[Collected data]
====
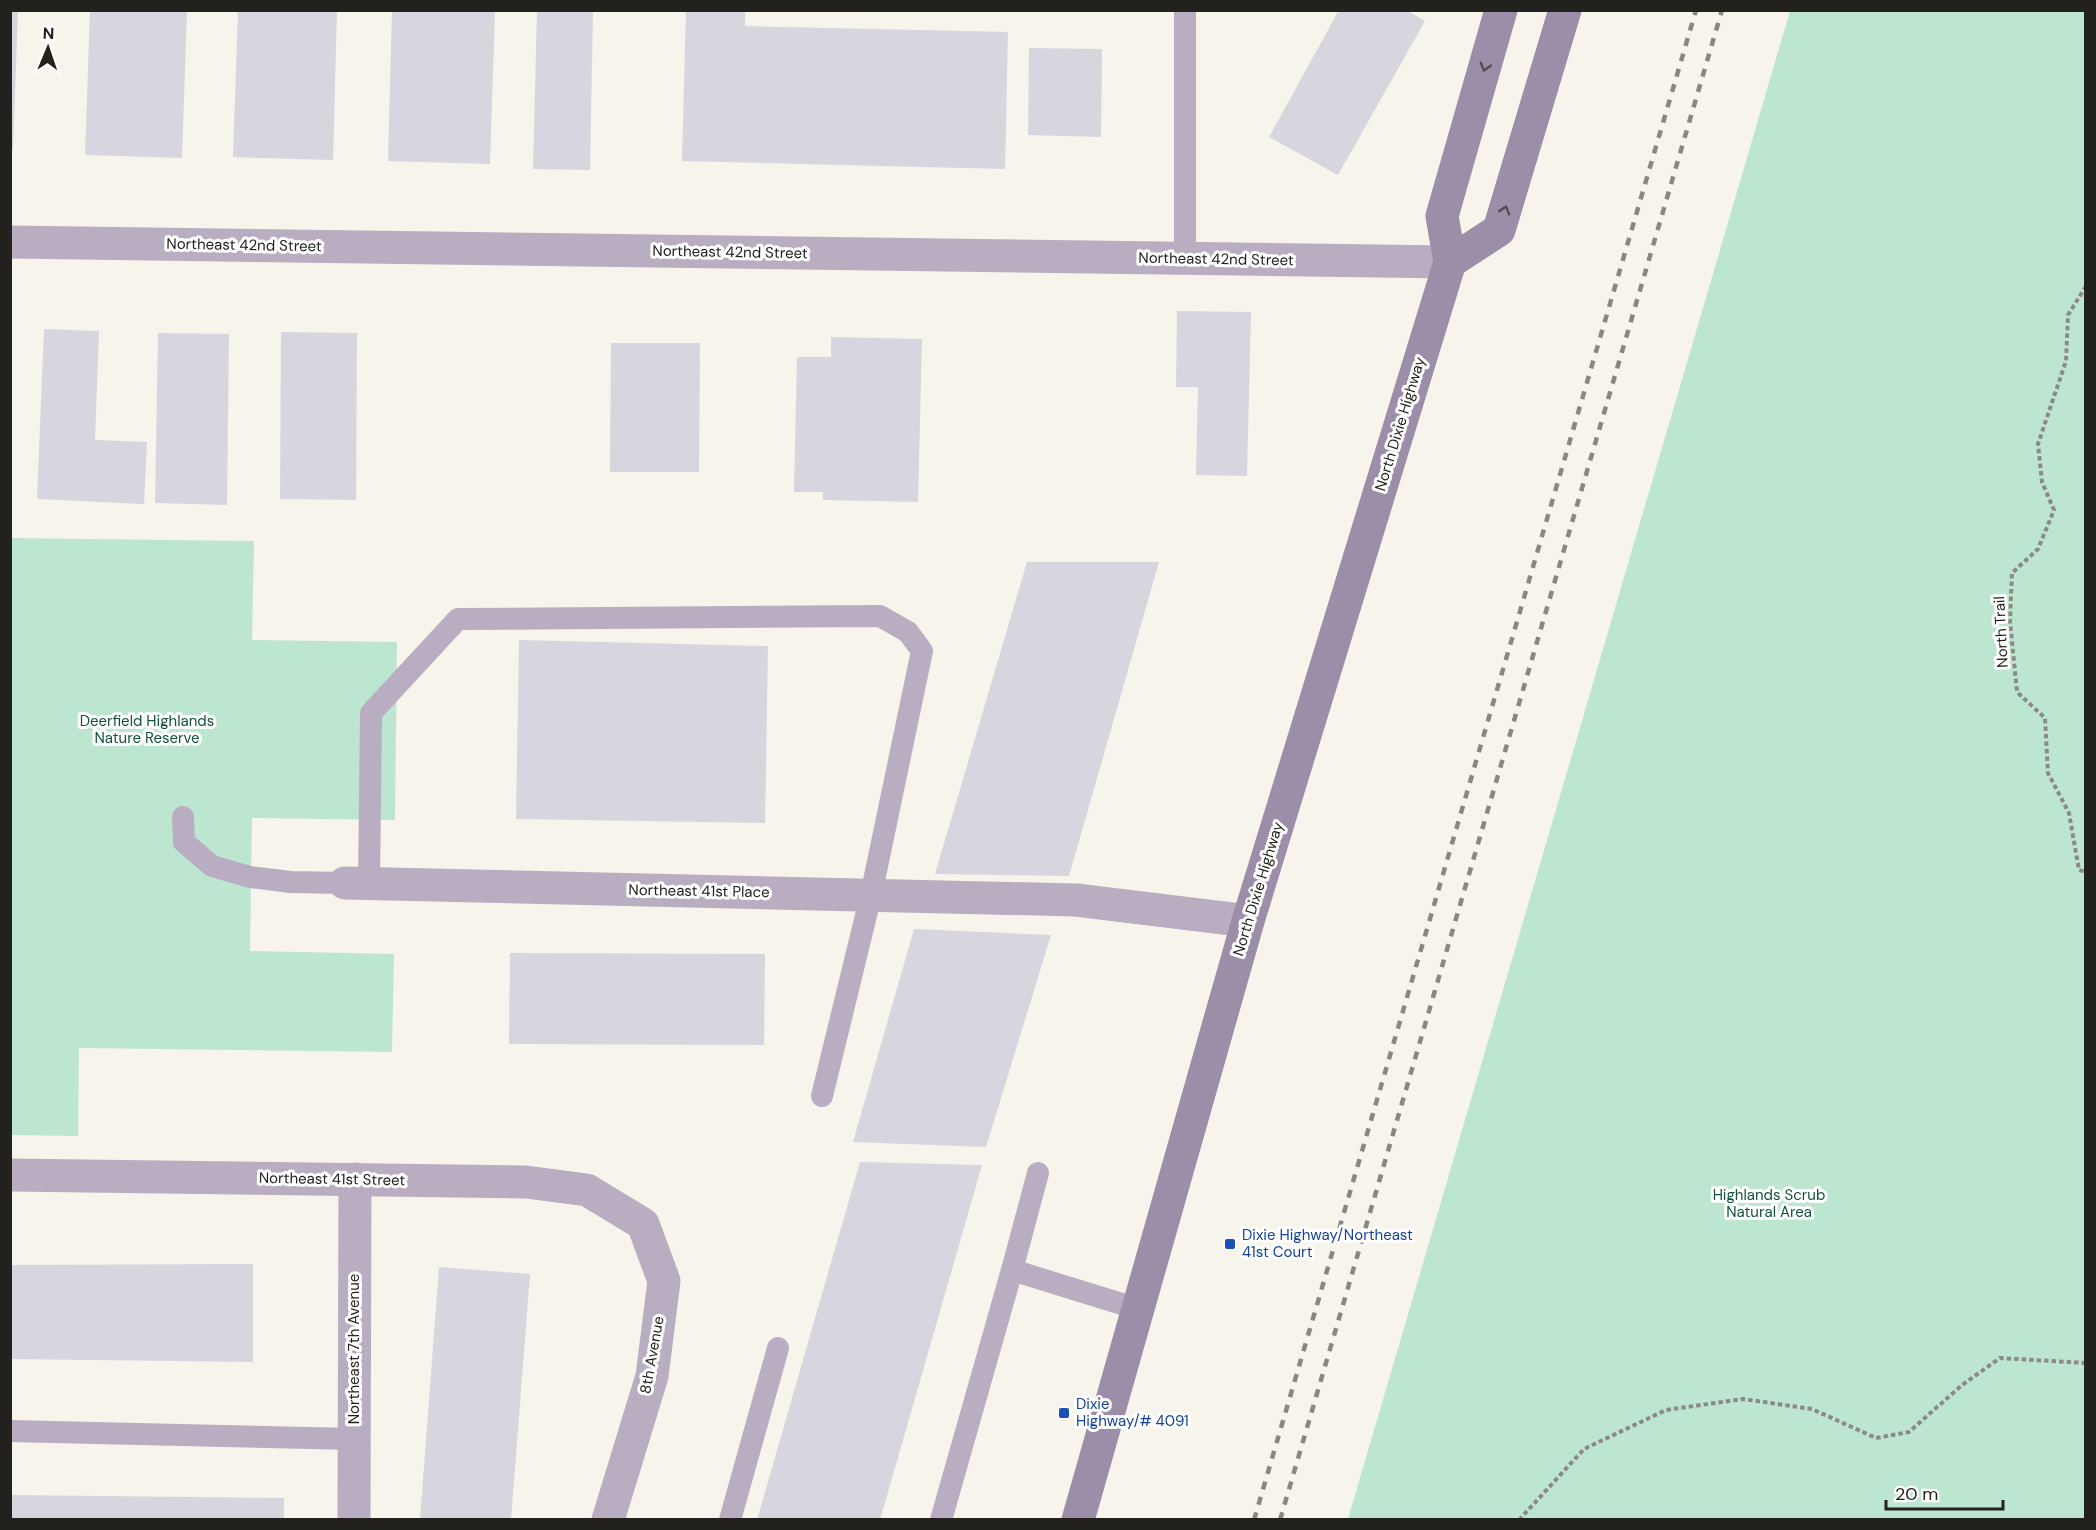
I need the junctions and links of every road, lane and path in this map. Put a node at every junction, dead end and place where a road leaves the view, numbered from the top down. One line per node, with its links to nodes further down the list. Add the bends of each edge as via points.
1 (1185, 10): 5 (lane)
2 (1501, 10): 6 (main road, North Dixie Highway, one-way to 6, via 1442,216)
3 (1565, 10): 6 (main road, one-way to 3, via 1499,230)
4 (10, 242): 5 (street, Northeast 42nd Street)
5 (1185, 259): 6 (street, Northeast 42nd Street)
6 (1450, 262): 12 (main road, North Dixie Highway)
7 (2085, 286): 9 (path, North Trail, via 2068,315 2066,361 2038,444 2042,482 2054,510 2038,549 2012,573 2010,621 2017,692 2045,718 2048,773 2069,813 2079,870)
8 (183, 817): 10 (lane, Northeast 41st Place, via 184,842 212,866 250,877 291,882)
9 (2085, 872)
10 (357, 883): 11 (street, Northeast 41st Place); 11 (lane, via 371,713 458,619 880,616 908,632 922,651)
11 (871, 895): 12 (street, Northeast 41st Place, via 1077,900); 13 (lane)
12 (1248, 921): 19 (main road, North Dixie Highway)
13 (822, 1096)
14 (1038, 1173): 18 (lane)
15 (10, 1175): 16 (street, Northeast 41st Street)
16 (355, 1179): 17 (street, Northeast 41st Street, via 526,1182 587,1190); 23 (street, Northeast 7th Avenue)
17 (644, 1224): 25 (street, 8th Avenue, via 664,1281 652,1376)
18 (1012, 1270): 19 (lane); 27 (lane)
19 (1138, 1309): 28 (main road, North Dixie Highway)
20 (778, 1348): 26 (lane)
21 (2085, 1363): 29 (path, via 2000,1358 1962,1385 1909,1432 1876,1438 1812,1409 1743,1399 1666,1410 1584,1449)
22 (10, 1431): 23 (lane)
23 (354, 1439): 24 (street, Northeast 7th Avenue)
24 (354, 1520)
25 (608, 1520)
26 (730, 1520)
27 (941, 1520)
28 (1078, 1520)
29 (1519, 1520)

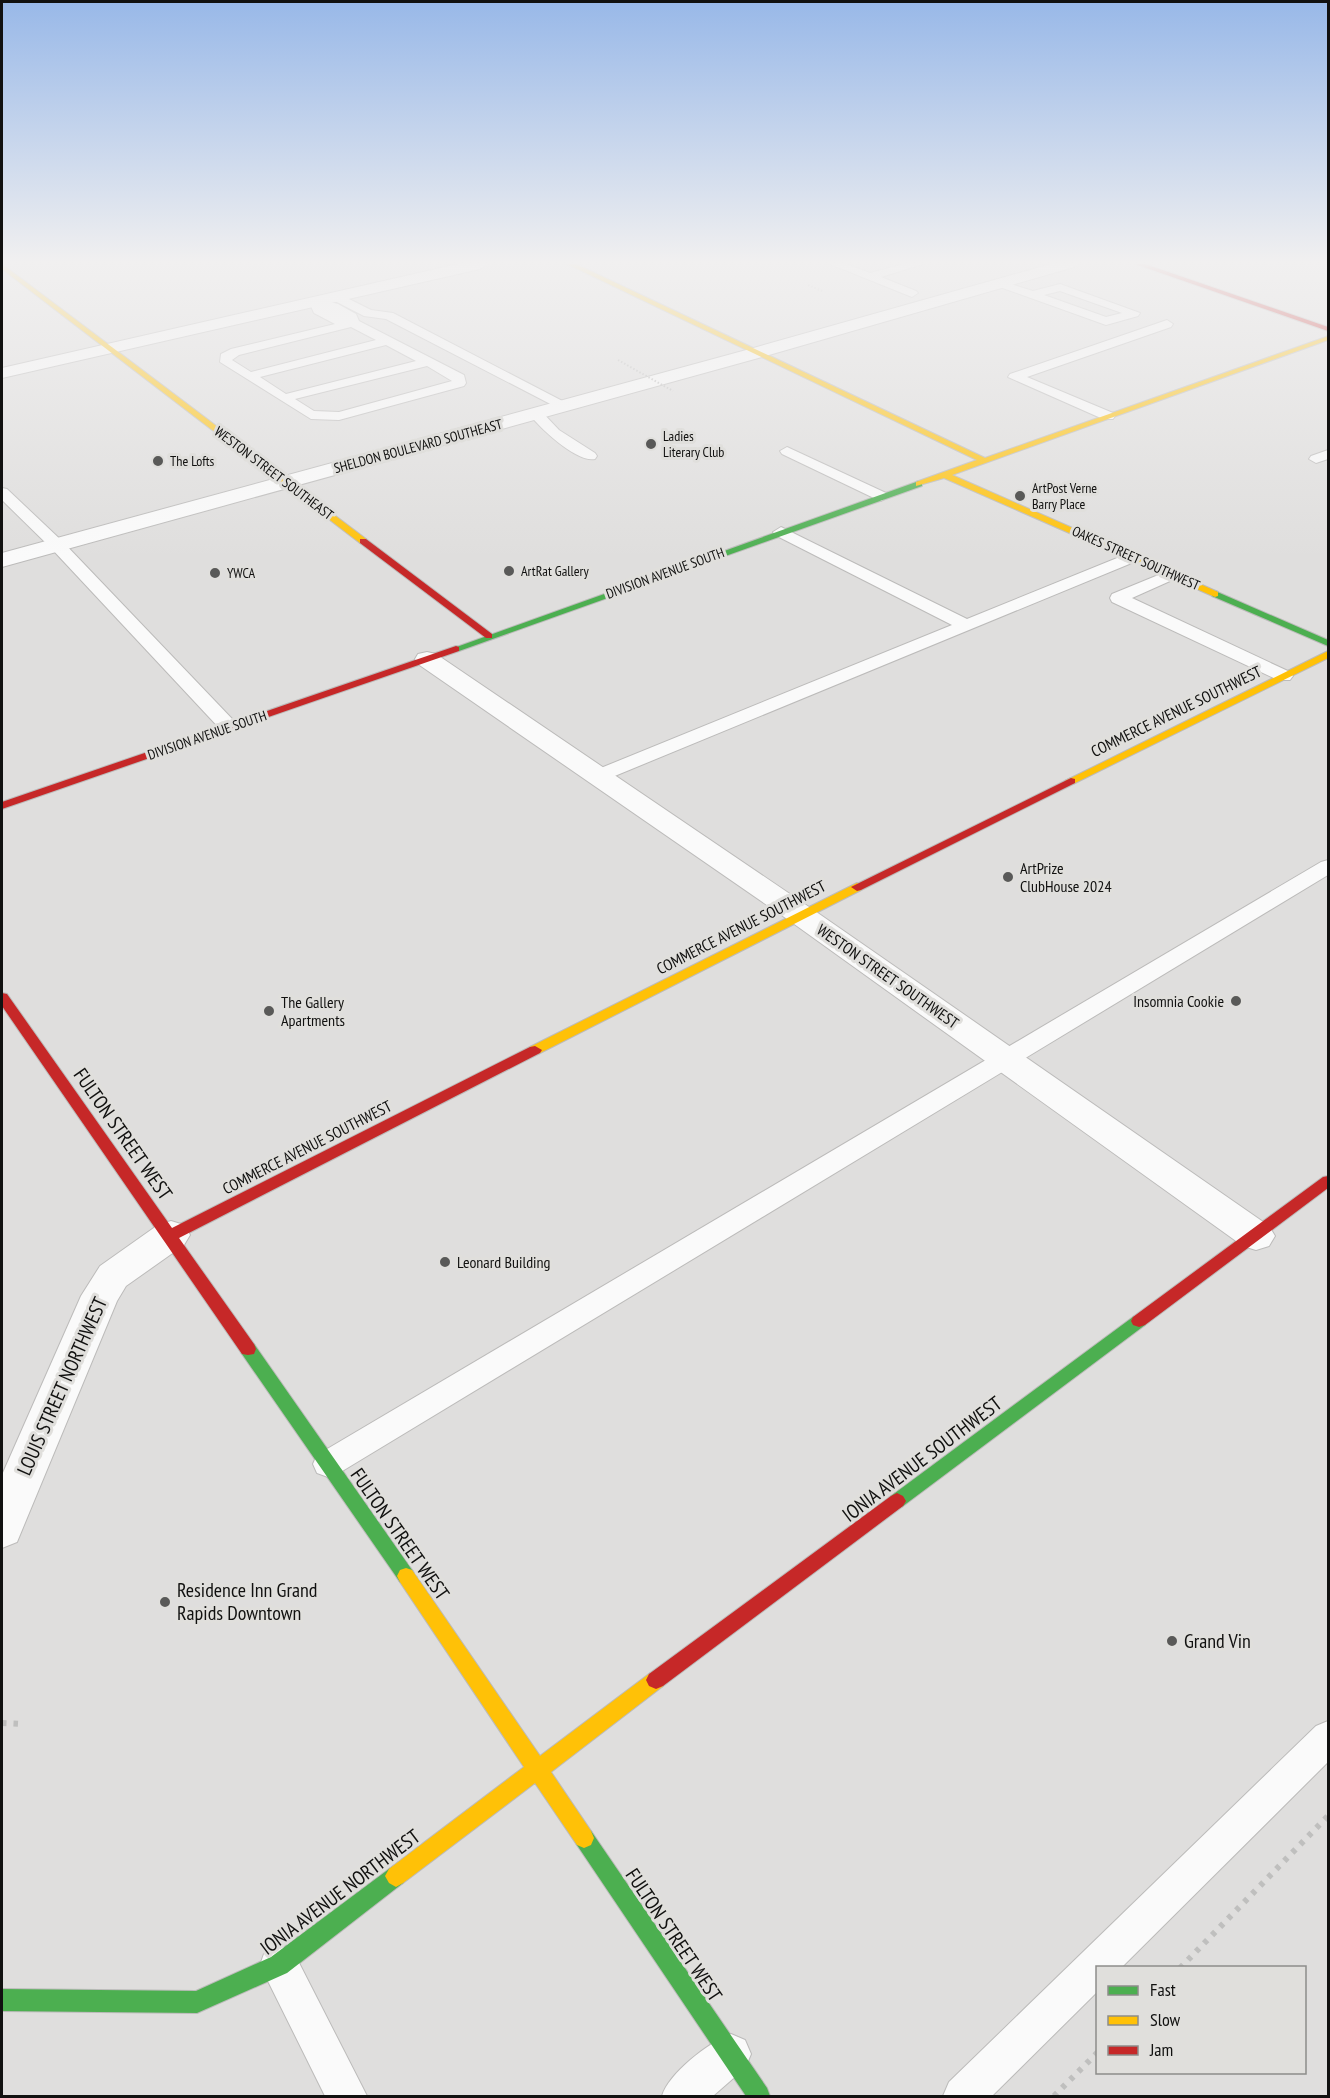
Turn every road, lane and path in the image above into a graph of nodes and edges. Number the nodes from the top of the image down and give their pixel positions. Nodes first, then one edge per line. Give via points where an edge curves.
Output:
====
Copy, exactly and with nothing added, the lines from the one containing "Turn every road, lane" through the end of the records.

→ Answer to this problem
Turn every road, lane and path in the image above into a graph of nodes and edges. Number the nodes from the top of the image down and give their pixel positions. Nodes first, then one edge per line. Give via points where an edge curves.
Output:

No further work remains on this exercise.